● Aim of the task
Search the data for the word "roads". Reproduce every line where it is found.

Source records:
━━━

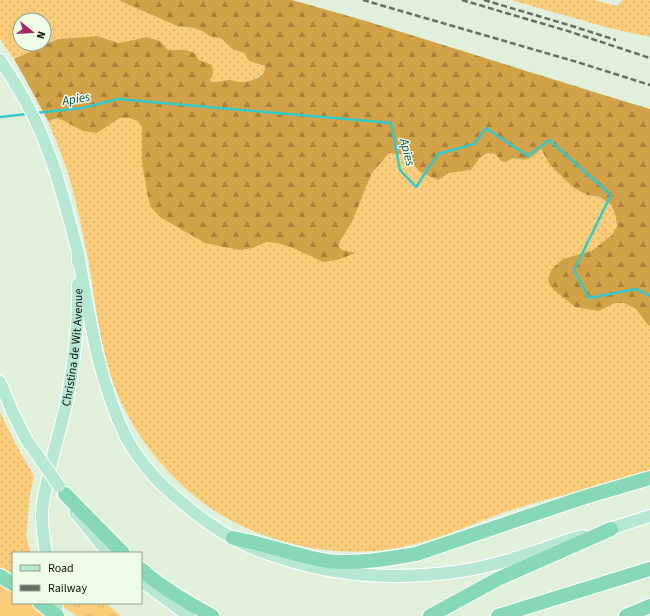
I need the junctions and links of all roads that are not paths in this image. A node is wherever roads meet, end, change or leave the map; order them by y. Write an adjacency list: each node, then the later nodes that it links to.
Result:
1 (0, 60): 2 (main road, Christina de Wit Avenue)
2 (78, 253): 8 (main road); 9 (main road, Christina de Wit Avenue)
3 (0, 382): 5 (main road, bridge)
4 (650, 478): 8 (highway)
5 (62, 490): 10 (main road); 11 (highway)
6 (650, 516): 7 (main road)
7 (612, 529): 8 (main road); 22 (highway)
8 (233, 538)
9 (46, 552)
10 (107, 552)
11 (121, 552)
12 (650, 569): 23 (highway)
13 (142, 570): 21 (highway)
14 (0, 576): 16 (highway)
15 (142, 582): 20 (main road)
16 (12, 583)
17 (42, 604): 19 (highway)
18 (650, 606): 24 (highway)
19 (57, 613)
20 (188, 616)
21 (212, 616)
22 (430, 616)
23 (498, 616)
24 (626, 616)

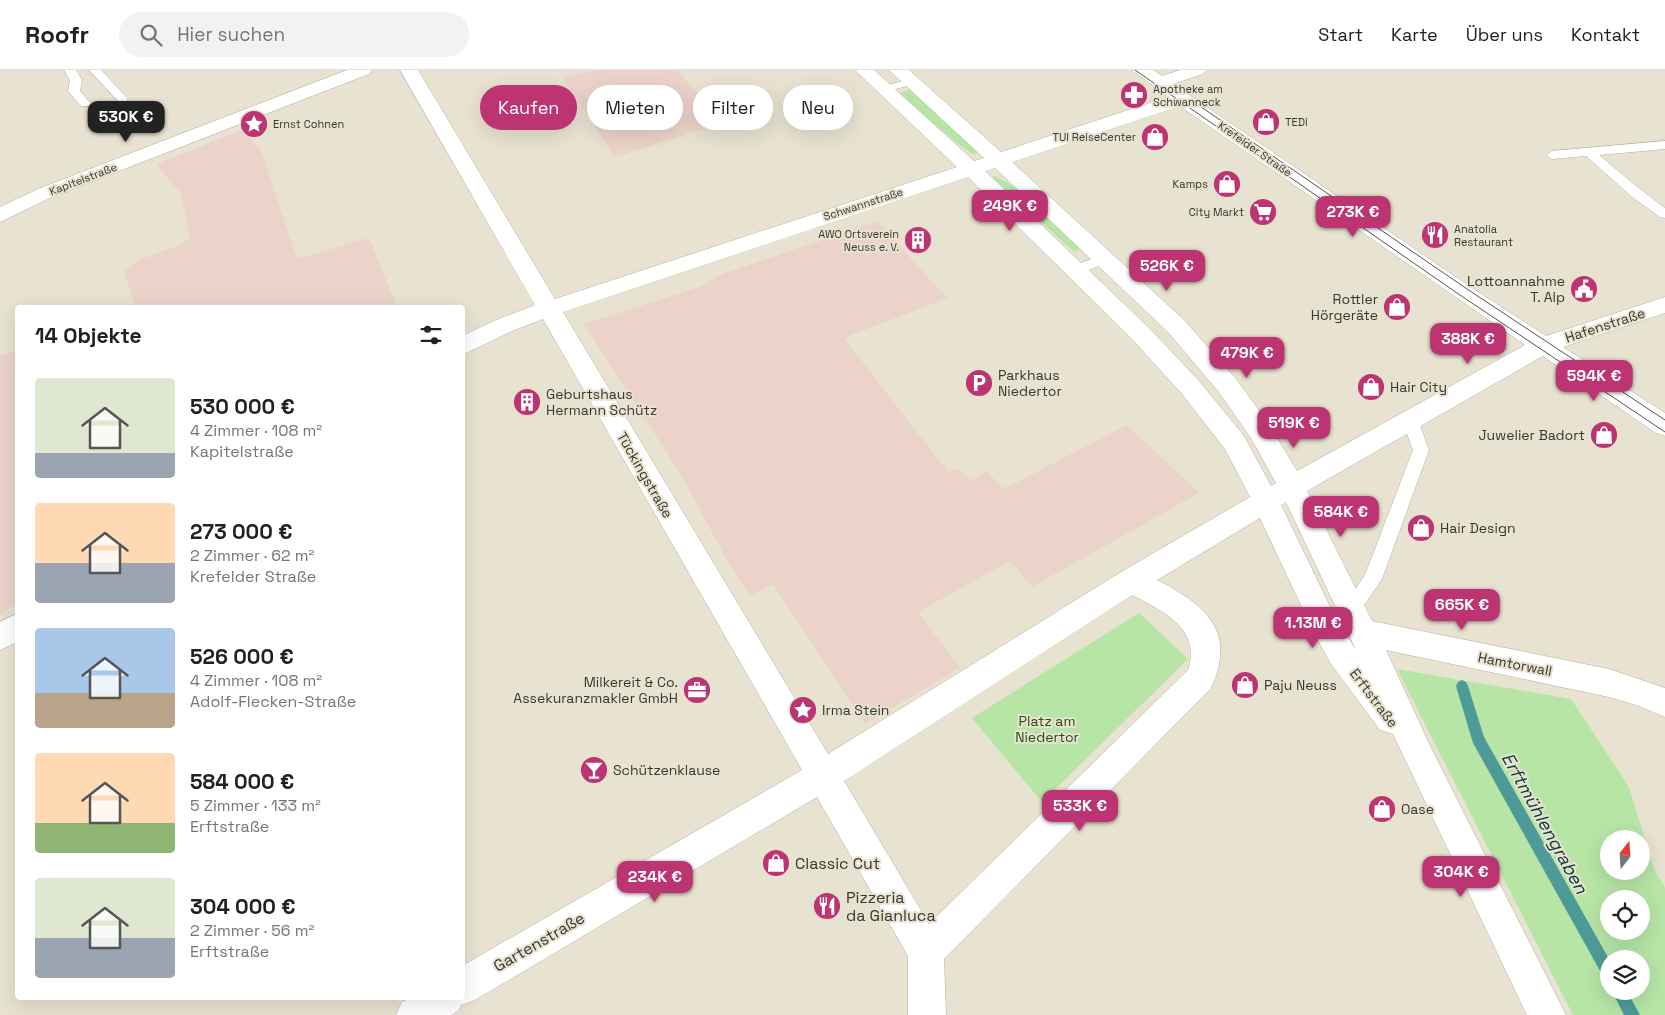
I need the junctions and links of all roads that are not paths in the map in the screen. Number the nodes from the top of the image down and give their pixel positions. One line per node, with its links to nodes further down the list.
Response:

━━━

● Solution to the exercise
I need the junctions and links of all roads that are not paths in this image. A node is wherever roads meet, end, change or leave the map; order them by y. Write an adjacency list: each node, then the later nodes that it links to.
I need the junctions and links of all roads that are not paths in the map in the screen. Number the nodes from the top of the image down and give their pixel positions. One line per node, with its links to nodes further down the list.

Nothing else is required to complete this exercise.